Pink Goes Green! Fancy Nancy: Every Day Is Earth Day by Jane O'Connor
I DO NOT LIKE THE COLOR GREEN VERY MUCH.
YOU CAN TELL BY MY CRAYONS. THE GREEN ONE LOOKS ALMOST NEW.
BUT I ADORE BEING GREEN. (ADORE IS FANCY FOR REALLY, REALLY LOVING SOMETHING.)
Even though Nancy confesses no fondness for the color green, she takes to the Earth Day assignment like a duck to clear water. Earth Day "is like a holiday for the Earth!" she says, and Nancy is soon busy enforcing Ms. Glass's rules for going green at home with her own family.
1. LESS THAN A MILE? THE BIKE IS IN STYLE!
2. PLEASE TAKE NOTE! ALWAYS BRING A TOTE! (TOTE IS A FANCY WORD FOR A SHOPPING BAG.)
3. IT'S BETTER TO WEAR A SWEATER.
4. DON'T WASTE WATER. GET CLEAN BUT STAY GREEN.
Her fond family is familiar with Nancy's penchant for following her passions, shall we say, enthusiastically, and they cheerfully go along with her suggestions until Nancy's zeal causes a few problems. Finding her mom's computer left on, Nancy switches it off, only to find that her mother returns with a needed book to find that she has lost the document she was doing for work. Then, that night, Nancy sneaks back into her sleeping little sister's room to turn off her night light.
NOW SHE DOESN'T NEED THE LIGHT ON. I TIPTOE INTO HER ROOM AND TURN OFF HER LIGHT.
IN THE MIDDLE OF THE NIGHT I WAKE UP. I HEAR MY SISTER CRYING.
Nancy bursts into tears of remorse when she realizes she is the cause of her sister's midnight fright. Naturally, Mom and Dad are not exactly happy to find both girls awake and crying in the wee hours of the night. In the morning they have a little talk with Nancy about making choices.
"IT'S IMPORTANT TO BE GREEN, AND WE WILL TRY HARDER.
BUT YOU MUST NOT BE SO BOSSY AND YOU MUST BE FLEXIBLE."
And to mark their agreement on sustainable conservation, the Clancys celebrate that night with a special dinner, lit by candlelight and with cloth napkins on the table.

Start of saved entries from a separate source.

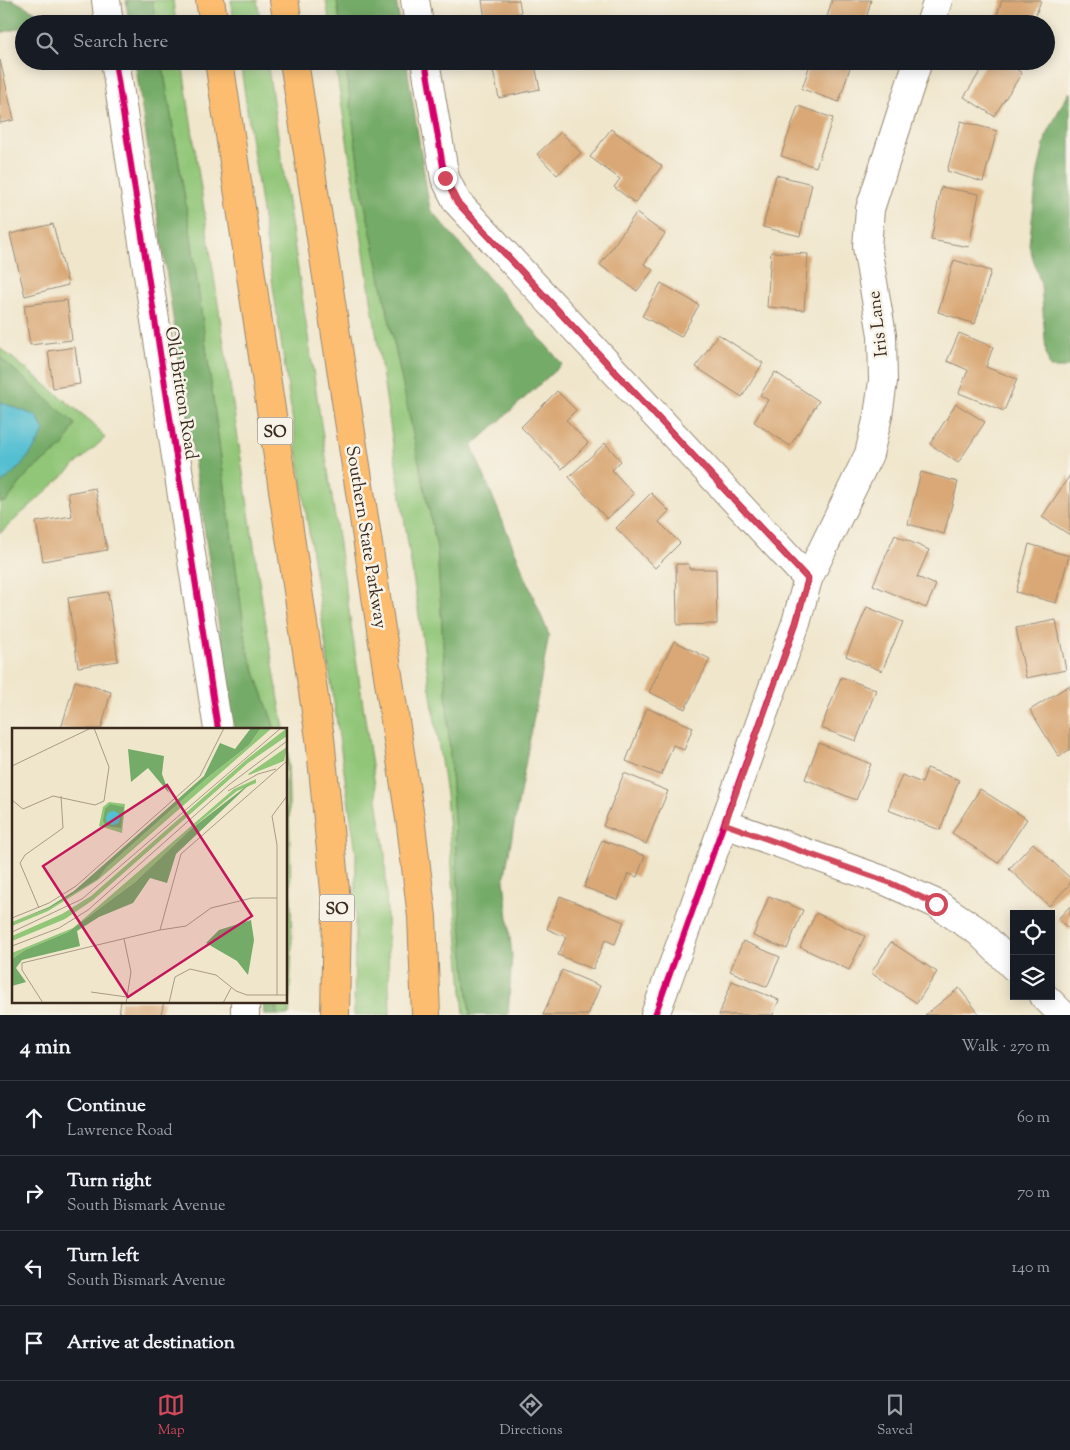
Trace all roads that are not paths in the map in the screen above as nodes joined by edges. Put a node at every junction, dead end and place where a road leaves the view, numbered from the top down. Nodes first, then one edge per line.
1 (106, 0) edge
2 (210, 0) edge
3 (284, 0) edge
4 (415, 0) edge
5 (938, 0) edge
6 (108, 15) edge
7 (212, 15) edge
8 (286, 15) edge
9 (418, 15) edge
10 (933, 15) edge
11 (116, 70) edge
12 (220, 70) edge
13 (295, 70) edge
14 (427, 70) edge
15 (915, 70) edge
16 (808, 579) junction
17 (218, 728) edge
18 (725, 824) junction
19 (1010, 963) edge
20 (1048, 1000) edge
21 (245, 1002) edge
22 (245, 1015) edge
23 (335, 1015) edge
24 (426, 1015) edge
25 (655, 1015) edge
26 (1063, 1015) edge

1 - 6 street
2 - 7 highway
3 - 8 highway
4 - 9 street
5 - 10 street
11 - 17 street, Old Britton Road
12 - 23 highway, SO
13 - 24 highway, Southern State Parkway
14 - 16 street
15 - 16 street, Iris Lane
16 - 18 street, Iris Lane
18 - 19 street
18 - 25 street, Iris Lane
20 - 26 street
21 - 22 street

GUESS WHAT? GOING GREEN CAN BE VERY FANCY.
Jane O'Connor's newest I-Can-Read offering, Fancy Nancy: Every Day Is Earth Day (I Can Read Book 1) (Harper, 2010) does a fine job as a first introduction to the concept of Earth Day and provides some simple precepts of conservation (such as turning off faucets and electronics when not in use), while also hammering home the need to be considerate of others' needs. Earth Day, once an welcome opportunity to talk about the need to curb pollution and conserve nonrenewable energy, has now turned into a thorny green thicket for writers for children, and O'Connor shows a bit of courage in taking on the subject. Although the author has already gotten some criticism for being "preachy" here, "waste not, want not" has always been good advice, and O'Connor has taken pains to have Nancy learn to be thoughtful of others' needs before making blanket pronouncements, good advice as well. This book, in keeping with its reading level, does not go into the complex details of environmental education, but makes a great early-grade jumping-off place for classroom activities built around the Earth Day observance.
As always, the illustrations, here done in Robin Preiss Glasser's signature style by Olga and Aleksey Ivanov, are delightfully detailed and appropriately fancy, and a glossary ("Fancy Nancy's Fancy Words") and a list of Ms. Glasser's tips for going green ("What Nancy Learned") is appended.